Jeder, unabhängig vom COVID-19- oder Grippeimpfstatus, muss in Übereinstimmung mit dem staatlichen Auftrag weiterhin Gesichtsmasken im Gesundheitswesen tragen.

Einige örtliche Gesundheitsämter schreiben eine Grippeimpfung für medizinisches Personal vor

Zahnärzte und zahnärztliches Personal in einigen Praxen in Kalifornien haben möglicherweise keine Wahl, ob sie den Grippeimpfstoff erhalten möchten, da einige Bezirke und Städte ihn jährlich für alle Beschäftigten im Gesundheitswesen vorschreiben, und mehrere, die letztes Jahr keine Grippeimpfung vorgeschrieben haben, haben Impfaufträge erteilt für das laufende Jahr.

Andere lokale Gesundheitsämter erzwingen COVID-19-Impfverordnungen für medizinisches Personal oder andere spezifische Einrichtungen.

Arbeitgeber von Zahnärzten sollten die aktualisierte Ressource von CDA lesen, in der Anordnungen des örtlichen Gesundheitsamts aufgeführt sind, die eine Grippe- oder COVID-19-Impfung vorschreiben und sich auf Zahnarztpraxen auswirken, zu denen ab dem 14. November Alameda, Berkeley, Fresno, Kern, Los Angeles, Madera, Pasadena, Sacramento gehören. San Francisco, Santa Clara, Sonoma und Yolo.

Eine Zusammenfassung jeder Bestellung und Links zu den Bestellungen sind enthalten; Arbeitgebern wird jedoch empfohlen, auf Aktualisierungen in ihrem jeweiligen Landkreis zu achten, da die örtlichen Gesundheitsbehörden jederzeit eine Anordnung erlassen oder aktualisieren können.
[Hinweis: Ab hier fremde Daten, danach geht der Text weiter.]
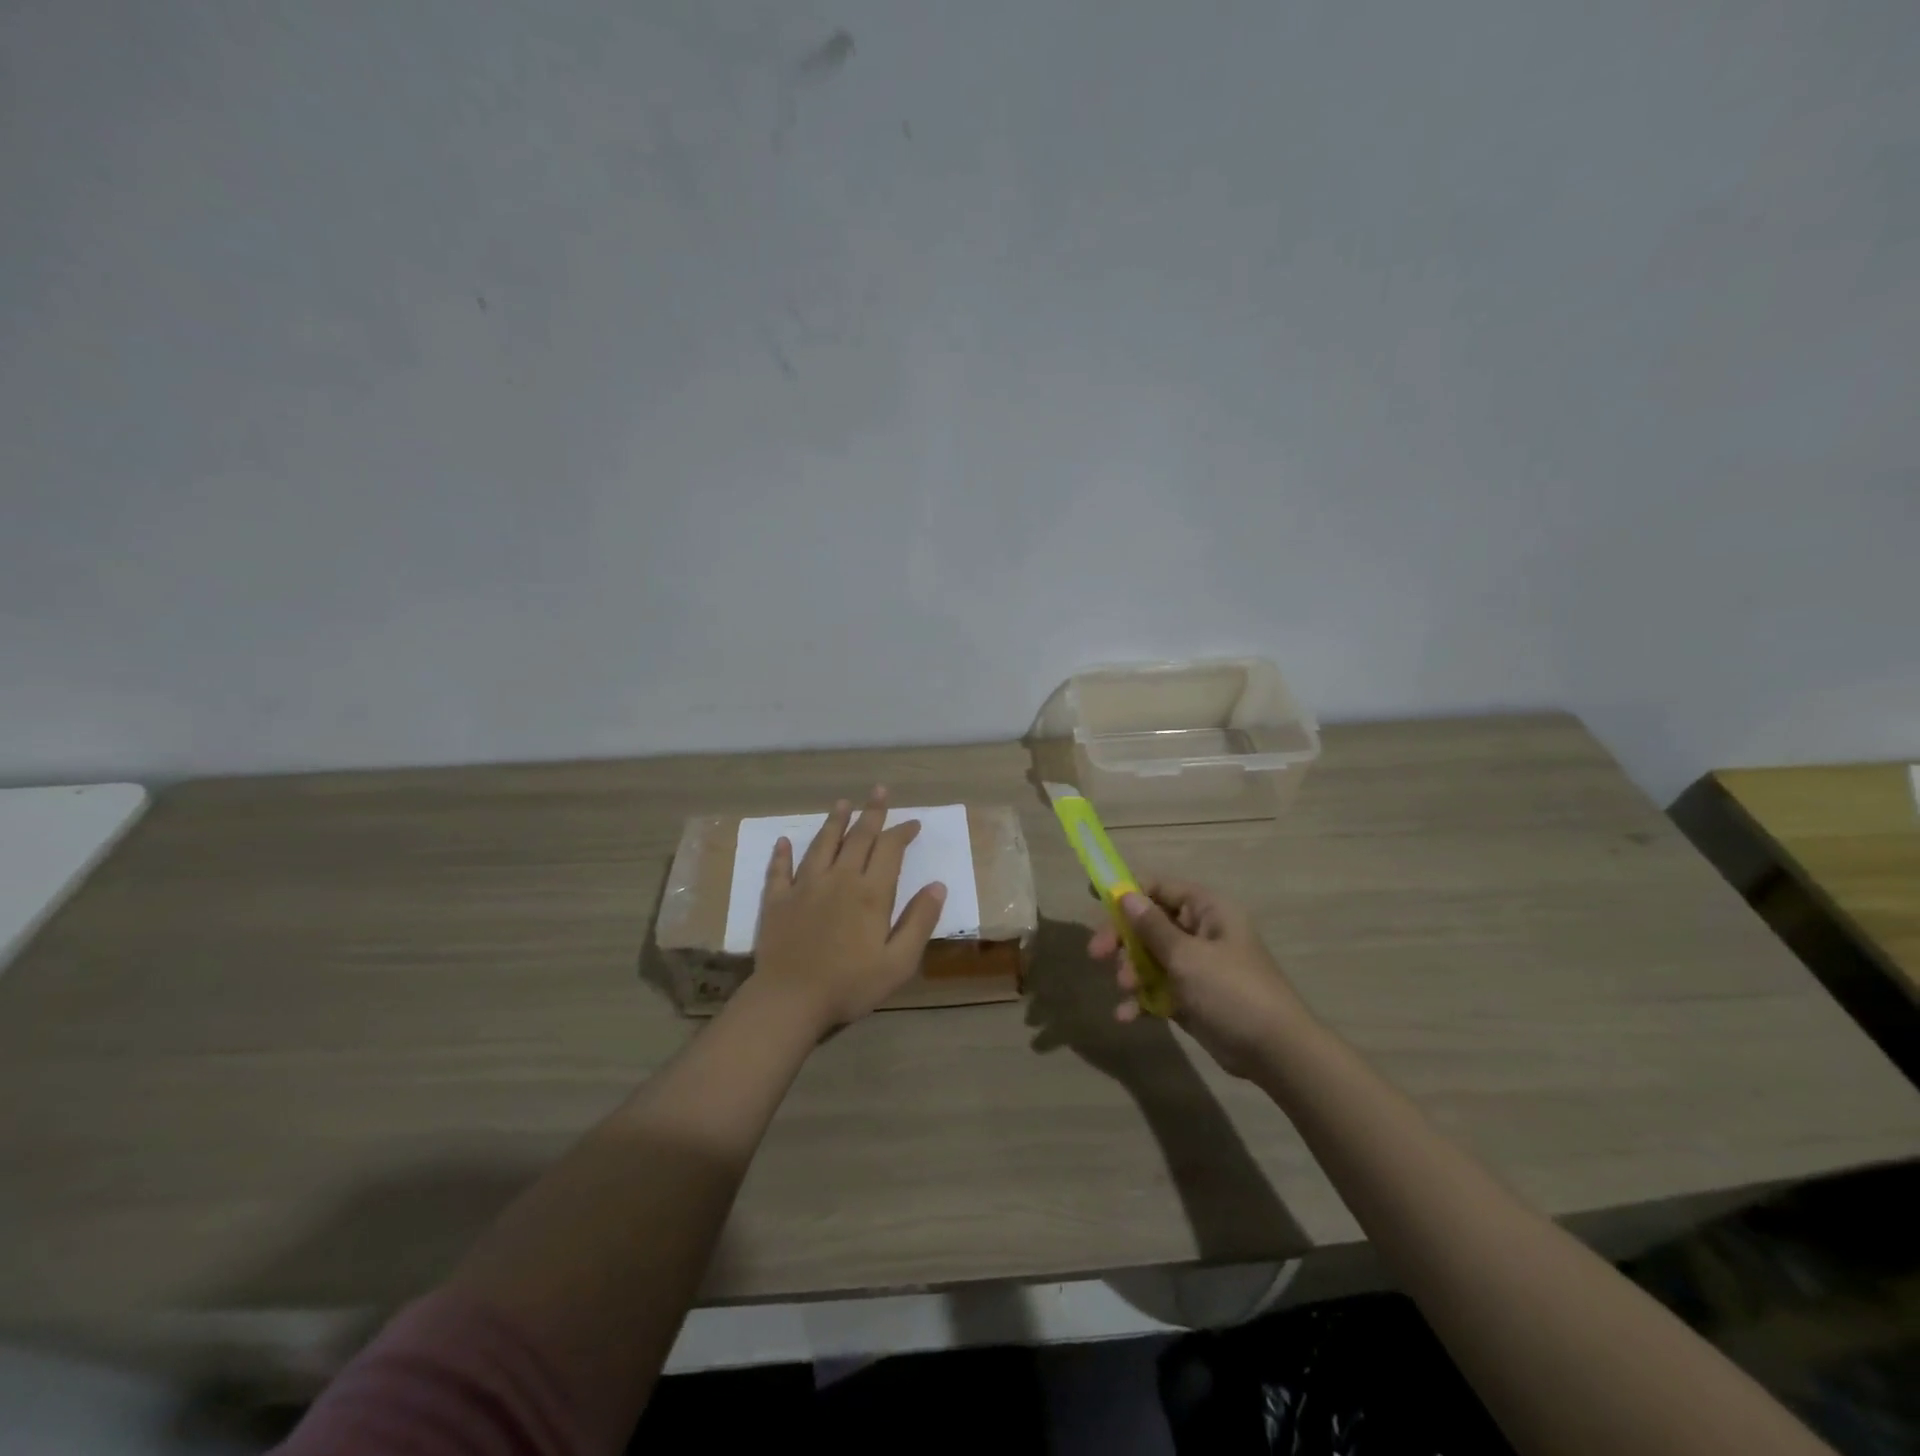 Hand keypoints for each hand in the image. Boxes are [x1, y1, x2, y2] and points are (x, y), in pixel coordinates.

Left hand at [752, 787, 946, 1034]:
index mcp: (870, 892)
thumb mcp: (899, 962)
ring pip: (821, 844)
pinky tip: (784, 841)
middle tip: (879, 791)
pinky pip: (780, 870)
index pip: (890, 850)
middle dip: (871, 812)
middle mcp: (839, 878)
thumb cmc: (850, 985)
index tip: (913, 823)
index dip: (902, 832)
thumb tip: (938, 886)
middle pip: (858, 837)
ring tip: (843, 803)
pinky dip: (782, 854)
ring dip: (834, 822)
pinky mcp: (777, 900)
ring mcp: (804, 886)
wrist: (790, 1000)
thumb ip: (919, 921)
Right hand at [1088, 878, 1308, 1078]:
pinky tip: (1125, 1015)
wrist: (1276, 1052)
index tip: (1095, 899)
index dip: (1128, 891)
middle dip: (1123, 939)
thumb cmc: (1232, 991)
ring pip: (1151, 958)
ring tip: (1125, 988)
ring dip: (1132, 971)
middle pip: (1150, 924)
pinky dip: (1142, 999)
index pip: (1160, 888)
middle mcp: (1201, 932)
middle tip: (1097, 954)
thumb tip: (1125, 895)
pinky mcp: (1193, 997)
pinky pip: (1159, 989)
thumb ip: (1152, 927)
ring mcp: (1197, 966)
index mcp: (1208, 910)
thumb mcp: (1187, 956)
Im Büro: Grippe- und COVID-19-Sicherheitsposter, Screening, Mitarbeiterschulung

Praxisinhaber sollten Mitarbeiter und Patienten darüber aufklären, wie wichtig es ist, die notwendigen Vorsichtsmaßnahmen zum Schutz vor Atemwegsviren zu treffen, indem sie die besten Sicherheitspraktiken befolgen. Arbeitgeber können ihre Mitarbeiter auch dazu ermutigen, sich impfen zu lassen (wenn ihr Landkreis die Impfung nicht bereits vorschreibt).